Task directions -
Exactly as written, please set down all of the entries again, with no pictures.

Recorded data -
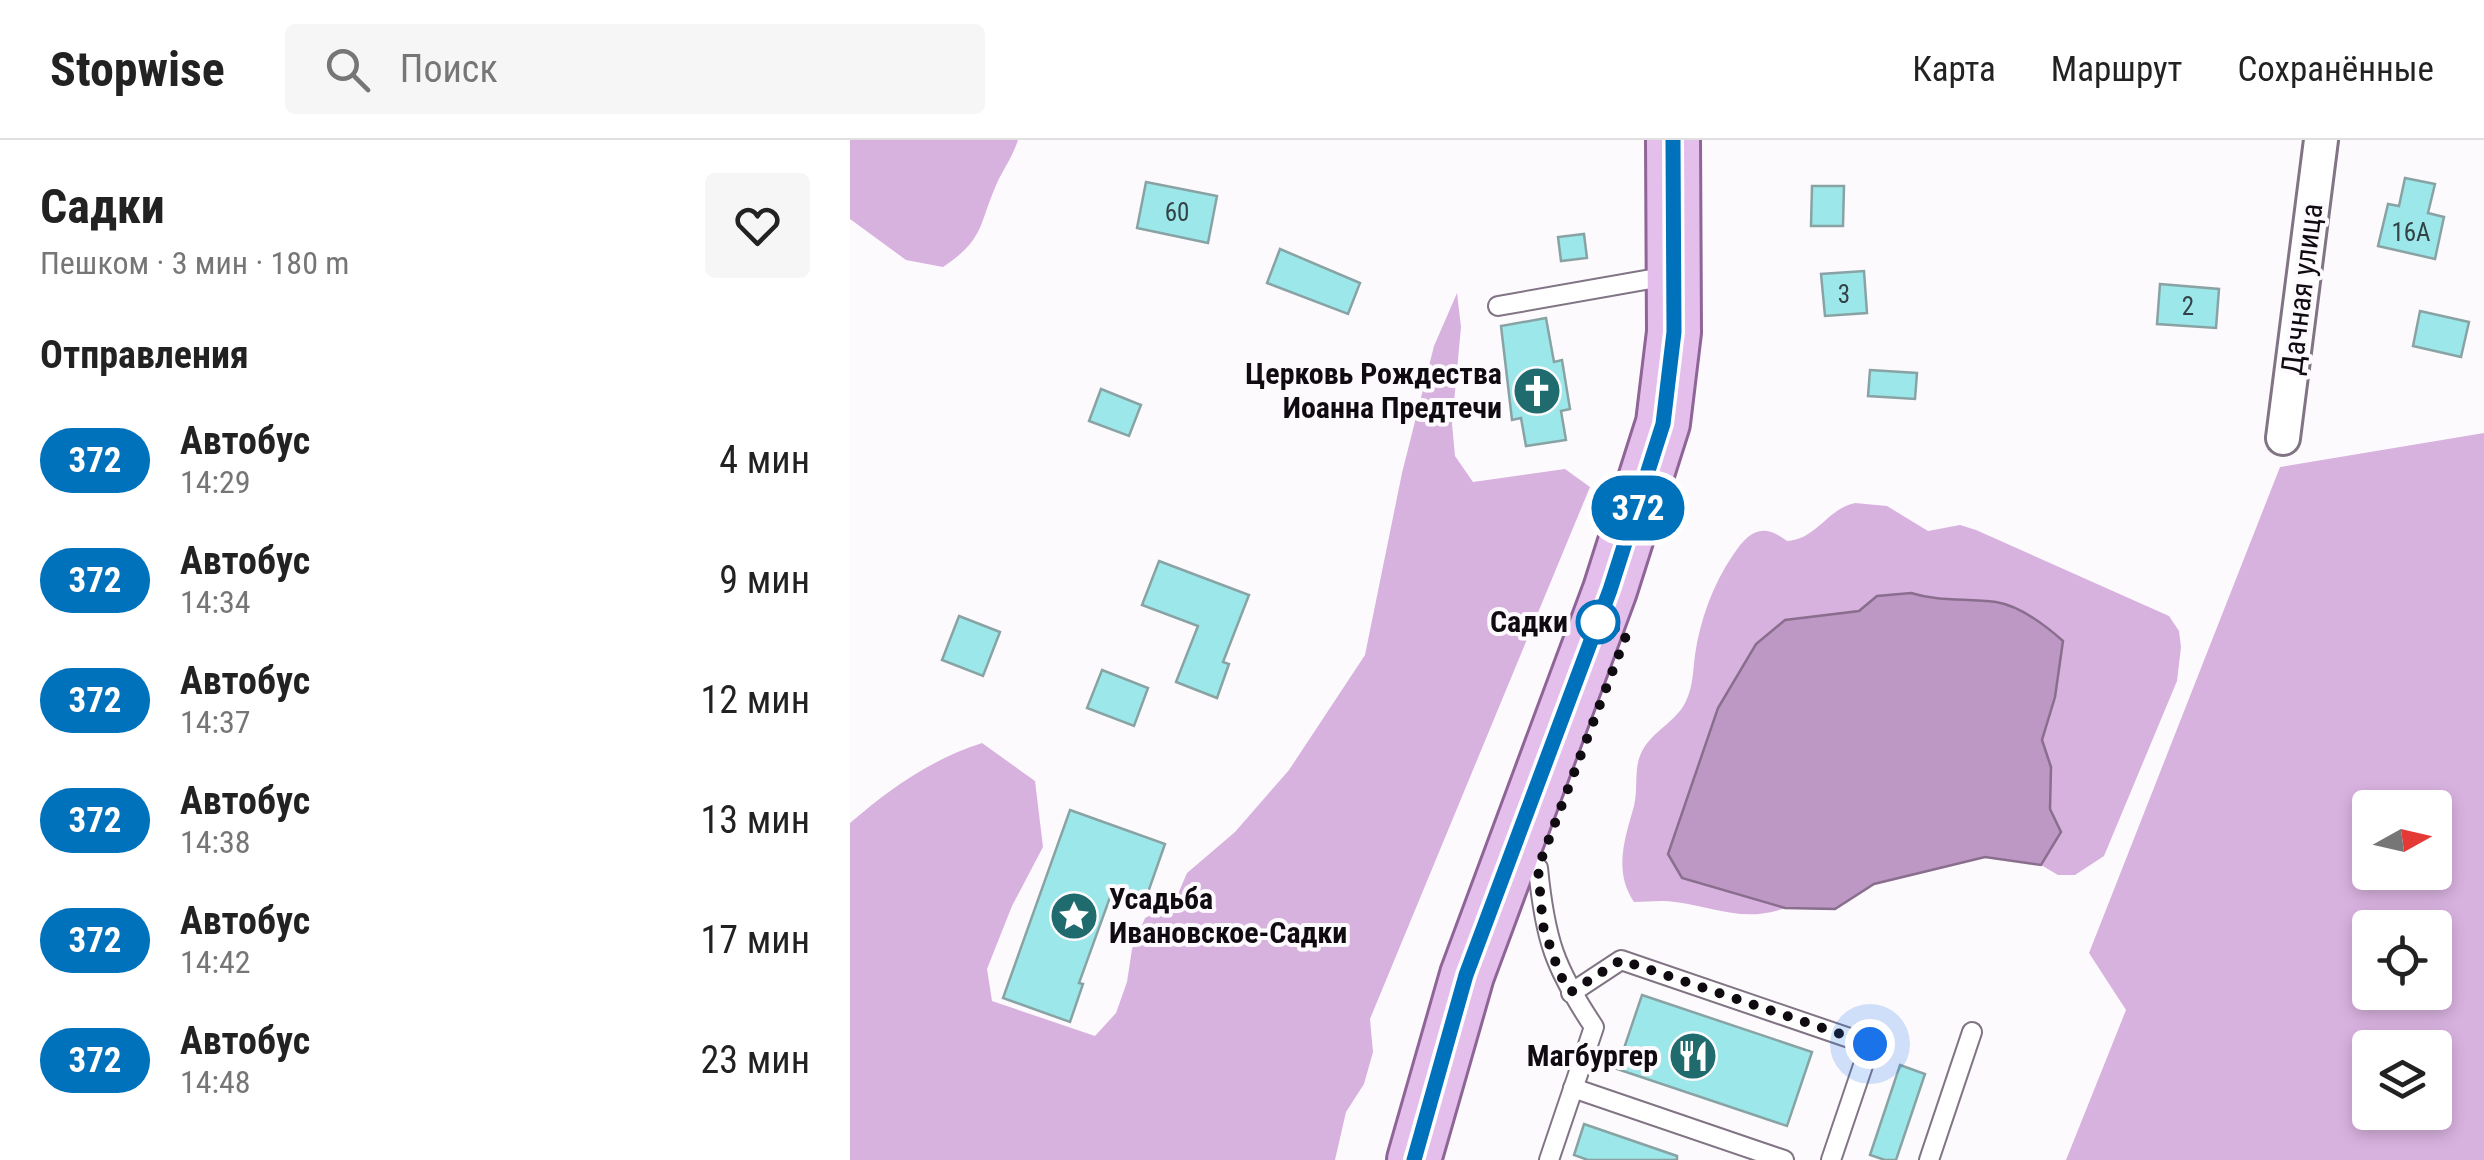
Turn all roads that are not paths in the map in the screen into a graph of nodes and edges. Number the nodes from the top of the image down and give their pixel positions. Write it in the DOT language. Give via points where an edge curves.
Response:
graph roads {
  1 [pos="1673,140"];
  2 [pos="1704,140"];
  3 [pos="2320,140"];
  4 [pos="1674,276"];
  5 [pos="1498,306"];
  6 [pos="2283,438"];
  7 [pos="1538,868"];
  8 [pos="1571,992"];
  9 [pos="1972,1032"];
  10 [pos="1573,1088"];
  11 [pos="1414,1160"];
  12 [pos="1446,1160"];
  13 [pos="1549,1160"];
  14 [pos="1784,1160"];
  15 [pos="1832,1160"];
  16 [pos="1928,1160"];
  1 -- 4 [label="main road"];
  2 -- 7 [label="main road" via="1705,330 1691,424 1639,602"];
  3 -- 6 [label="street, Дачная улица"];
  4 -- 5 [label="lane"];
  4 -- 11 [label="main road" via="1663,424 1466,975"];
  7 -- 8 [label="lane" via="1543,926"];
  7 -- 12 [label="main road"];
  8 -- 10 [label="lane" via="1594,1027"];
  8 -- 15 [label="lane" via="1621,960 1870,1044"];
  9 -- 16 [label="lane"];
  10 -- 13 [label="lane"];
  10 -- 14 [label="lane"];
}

Solution to this problem -
Turn all roads that are not paths in the map in the screen into a graph of nodes and edges. Number the nodes from the top of the image down and give their pixel positions. Write it in the DOT language. Give via points where an edge curves.
Response:
graph roads {
  1 [pos="1673,140"];
  2 [pos="1704,140"];
  3 [pos="2320,140"];
  4 [pos="1674,276"];
  5 [pos="1498,306"];
  6 [pos="2283,438"];
  7 [pos="1538,868"];
  8 [pos="1571,992"];
  9 [pos="1972,1032"];
  10 [pos="1573,1088"];
  11 [pos="1414,1160"];
  12 [pos="1446,1160"];
  13 [pos="1549,1160"];
  14 [pos="1784,1160"];
  15 [pos="1832,1160"];
  16 [pos="1928,1160"];
  1 -- 4 [label="main road"];
  2 -- 7 [label="main road" via="1705,330 1691,424 1639,602"];
  3 -- 6 [label="street, Дачная улица"];
  4 -- 5 [label="lane"];
  4 -- 11 [label="main road" via="1663,424 1466,975"];
  7 -- 8 [label="lane" via="1543,926"];
  7 -- 12 [label="main road"];
  8 -- 10 [label="lane" via="1594,1027"];
  8 -- 15 [label="lane" via="1621,960 1870,1044"];
  9 -- 16 [label="lane"];
  10 -- 13 [label="lane"];
  10 -- 14 [label="lane"];
}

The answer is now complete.